Hours after the Wall Street Journal published a story speculating about who would be next to upend an equity rally with a warning about faltering sales in China (after Apple’s quarterly revenue guidance cut rattled markets during the opening days of the year) – citing Starbucks, Nike, Texas Instruments and a host of chipmakers and luxury retailers as potential culprits – the answer has arrived perhaps more swiftly than the paper’s editors had expected. And the answer is: None of these.
As it turns out, the latest warning about “near-term headwinds” in the Chinese market comes from a company that’s so deeply interwoven into the fabric of the Chinese economy, even the hint of a sales slowdown should be enough to trigger anxieties about slowing global growth – even as its CEO tries to put a positive spin on things. And that company is: Alibaba.
According to a separate story published by WSJ Monday afternoon, as the ramp in equities spurred by Trump’s positive trade talk faded into the close, the president of the Chinese e-commerce giant reportedly said during a presentation at the National Retail Federation’s trade show in New York that he’s still confident in the long-term potential of the Chinese economy despite data showing a deepening slowdown.

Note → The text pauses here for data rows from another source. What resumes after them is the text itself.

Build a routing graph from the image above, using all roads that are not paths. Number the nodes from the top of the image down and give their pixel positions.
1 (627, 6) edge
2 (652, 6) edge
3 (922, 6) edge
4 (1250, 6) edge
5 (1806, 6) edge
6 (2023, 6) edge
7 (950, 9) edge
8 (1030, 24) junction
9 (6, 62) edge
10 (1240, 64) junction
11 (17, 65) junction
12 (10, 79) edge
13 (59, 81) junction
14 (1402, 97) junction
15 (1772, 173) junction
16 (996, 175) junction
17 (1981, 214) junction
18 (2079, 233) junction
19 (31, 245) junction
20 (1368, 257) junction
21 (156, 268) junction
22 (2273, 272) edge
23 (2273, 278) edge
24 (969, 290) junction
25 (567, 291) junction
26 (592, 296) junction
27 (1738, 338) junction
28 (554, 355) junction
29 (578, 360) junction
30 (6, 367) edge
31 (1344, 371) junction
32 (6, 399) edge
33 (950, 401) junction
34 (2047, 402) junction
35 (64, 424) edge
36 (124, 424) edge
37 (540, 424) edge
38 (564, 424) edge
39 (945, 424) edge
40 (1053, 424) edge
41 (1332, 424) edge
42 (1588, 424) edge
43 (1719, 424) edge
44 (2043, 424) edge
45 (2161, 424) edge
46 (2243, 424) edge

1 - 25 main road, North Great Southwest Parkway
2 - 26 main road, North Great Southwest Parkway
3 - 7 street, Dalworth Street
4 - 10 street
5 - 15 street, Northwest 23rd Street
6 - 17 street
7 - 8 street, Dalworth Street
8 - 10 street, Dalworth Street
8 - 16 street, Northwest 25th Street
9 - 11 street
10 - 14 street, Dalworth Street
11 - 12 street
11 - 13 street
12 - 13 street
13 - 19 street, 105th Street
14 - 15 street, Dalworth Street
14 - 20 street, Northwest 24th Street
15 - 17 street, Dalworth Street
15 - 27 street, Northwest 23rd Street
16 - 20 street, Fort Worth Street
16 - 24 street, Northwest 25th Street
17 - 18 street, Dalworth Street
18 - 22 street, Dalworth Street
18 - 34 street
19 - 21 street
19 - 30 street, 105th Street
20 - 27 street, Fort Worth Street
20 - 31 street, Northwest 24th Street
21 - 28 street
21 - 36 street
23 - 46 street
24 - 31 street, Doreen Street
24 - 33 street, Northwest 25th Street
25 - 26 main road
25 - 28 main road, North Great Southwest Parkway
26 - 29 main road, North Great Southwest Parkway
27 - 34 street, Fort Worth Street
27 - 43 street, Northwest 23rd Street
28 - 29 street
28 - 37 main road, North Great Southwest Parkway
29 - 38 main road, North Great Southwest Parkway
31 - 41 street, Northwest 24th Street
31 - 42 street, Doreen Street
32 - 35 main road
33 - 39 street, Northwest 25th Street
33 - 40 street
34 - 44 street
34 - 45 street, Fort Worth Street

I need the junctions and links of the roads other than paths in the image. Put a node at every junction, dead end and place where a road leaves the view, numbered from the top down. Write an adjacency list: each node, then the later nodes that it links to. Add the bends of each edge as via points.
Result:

“This is a market that requires patience,” Alibaba President J. Michael Evans said in a presentation at the National Retail Federation’s annual trade show in New York on Monday. “But if you think about where the country is going in the long-term…The future I think looks very good, notwithstanding some troubling headwinds.”

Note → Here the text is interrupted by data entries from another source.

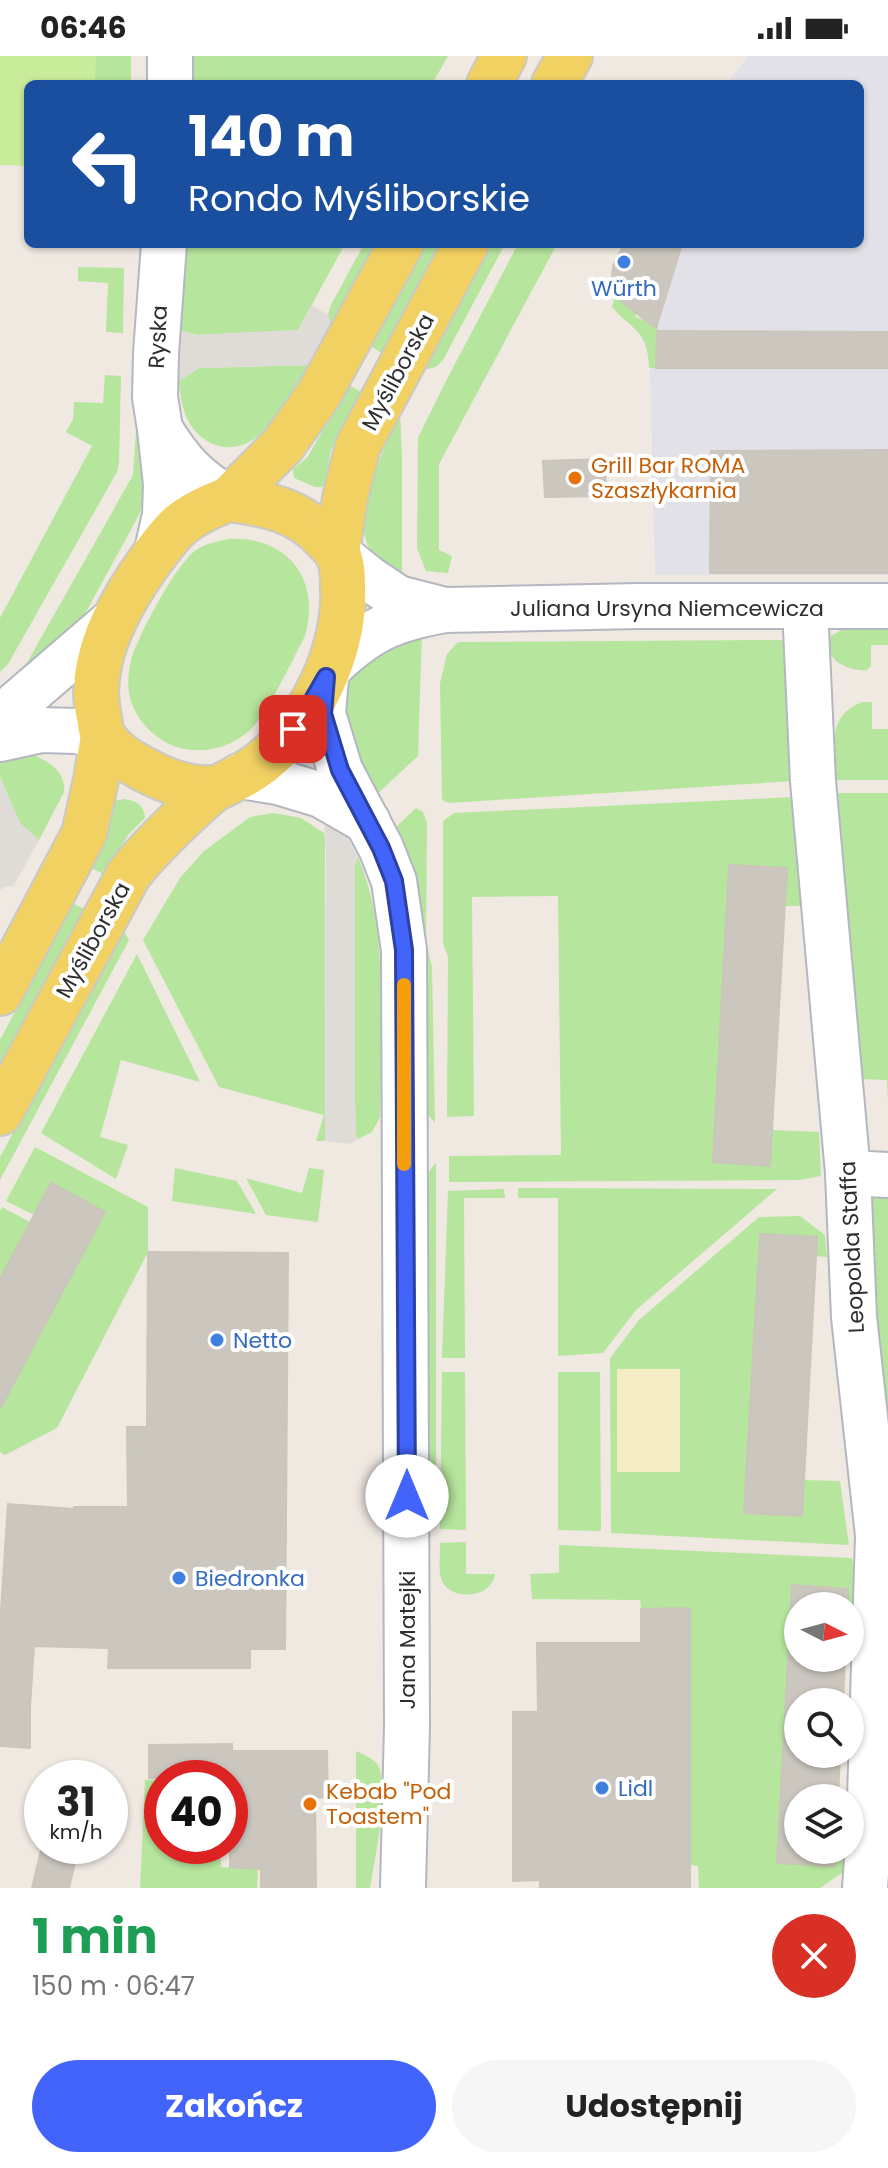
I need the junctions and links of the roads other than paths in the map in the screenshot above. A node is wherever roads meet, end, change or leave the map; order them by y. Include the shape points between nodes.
1 (170, 56) edge
2 (504, 56) edge
3 (570, 56) edge
4 (170, 80) edge
5 (491, 80) edge
6 (556, 80) edge
7 (164, 248) edge
8 (399, 248) edge
9 (464, 248) edge
10 (160, 429) junction
11 (229, 499) junction
12 (157, 551) junction
13 (337, 553) junction
14 (888, 606) edge
15 (805, 607) junction
16 (445, 610) junction
17 (114, 620) junction
18 (327, 673) junction
19 (0, 718) edge
20 (103, 736) junction
21 (0, 739) edge
22 (228, 782) junction
23 (368, 822) junction
24 (0, 993) edge
25 (0, 1113) edge
26 (868, 1174) edge
27 (883, 1535) edge
28 (403, 1888) edge
29 (865, 1888) edge

1 - 4 street
2 - 5 main road
3 - 6 main road
7 - 10 street, Ryska via 155,397
8 - 11 main road via 319,394 283,445
9 - 13 main road, Myśliborska via 358,446
10 - 11 street, Ryska via 189,471
10 - 12 street, Ryska via 166,484
11 - 12 main road via 202,509
11 - 13 main road via 292,513
12 - 17 main road
13 - 16 street, Juliana Ursyna Niemcewicza via 398,598
13 - 18 main road via 344,611
14 - 15 street, Juliana Ursyna Niemcewicza
15 - 16 street, Juliana Ursyna Niemcewicza
15 - 26 street, Leopolda Staffa via 813,781
16 - 18 street, Juliana Ursyna Niemcewicza via 379,628
17 - 19 street
17 - 20 main road via 96,688
18 - 22 main road via 281,745 254,770
18 - 23 street, Jana Matejki via 323,714 340,770
20 - 21 street via 41,730
20 - 22 main road via 123,757 172,782
20 - 24 main road via 84,834
22 - 23 street via 278,782 321,795
22 - 25 main road, Myśliborska via 174,824 129,874
23 - 28 street, Jana Matejki via 394,881 404,950
26 - 27 street, Leopolda Staffa via 854,1317
27 - 29 street, Leopolda Staffa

As WSJ reminds us, Alibaba, whose Taobao and Tmall marketplaces are some of the most widely used e-commerce platforms by Chinese consumers and merchants, cut its full-year revenue forecast by 4% to 6% back in November over concerns about the slowing Chinese economy’s impact on sales growth, as well as the possibility that the burgeoning trade war could also hurt sales.
Alibaba President J. Michael Evans
Yes, China’s economy may be slowing – something that recently prompted the Communist Party to rethink its GDP growth projections – but it’s still growing much more quickly than its developed rivals in the West (economists expect the US economy expanded by an annualized rate of 2.5% during Q4, while China notched yoy growth of 6.5% during Q3). Over the next decade, China will likely surpass the US to become the world’s largest economy.
Unfortunately, that won’t do much to assuage the fears of equity investors who are growing increasingly anxious about the prospects for a recession in the near-to-medium term.
Still, over the next 10 years, China will probably become the largest economy in the world, Mr. Evans said, with consumption as a percentage of gross domestic product accounting for the biggest piece.
“China is the largest consumer market in the world, and the things that they want to buy are for the most part not produced in China,” Mr. Evans said. Alibaba has tens thousands of brands, including many from the U.S., that sell products directly to Chinese consumers.
That market is expected to grow as Chinese consumers gain wealth.
“There are 300 million today that are in the middle class,” he said. Over the next five years, “another 300 million to 400 million people will move into the middle class, and it will not be a market that most small businesses and retailers can afford to ignore…If you’re a retailer, it’s a great market for the future, but it will take time.”
A surprising 4.4% drop in exports during Q4 suggests that China’s stage-managed transition from an industrial, export-driven powerhouse to a more service-centric, consumption-dependent economy is in part responsible for the slowdown. And though China has imposed more tax cuts and monetary stimulus to try and fight the slowdown to reach its goal of doubling its GDP during the decade ending in 2020, investors are beginning to doubt whether the Chinese haven’t already exhausted these policy measures.
But with the trade war still in a state of suspension, and anxieties about growth at a fever pitch after last year’s abysmal equity market returns, analysts will be scanning every earnings report for signs that more bad news might be coming from the Middle Kingdom.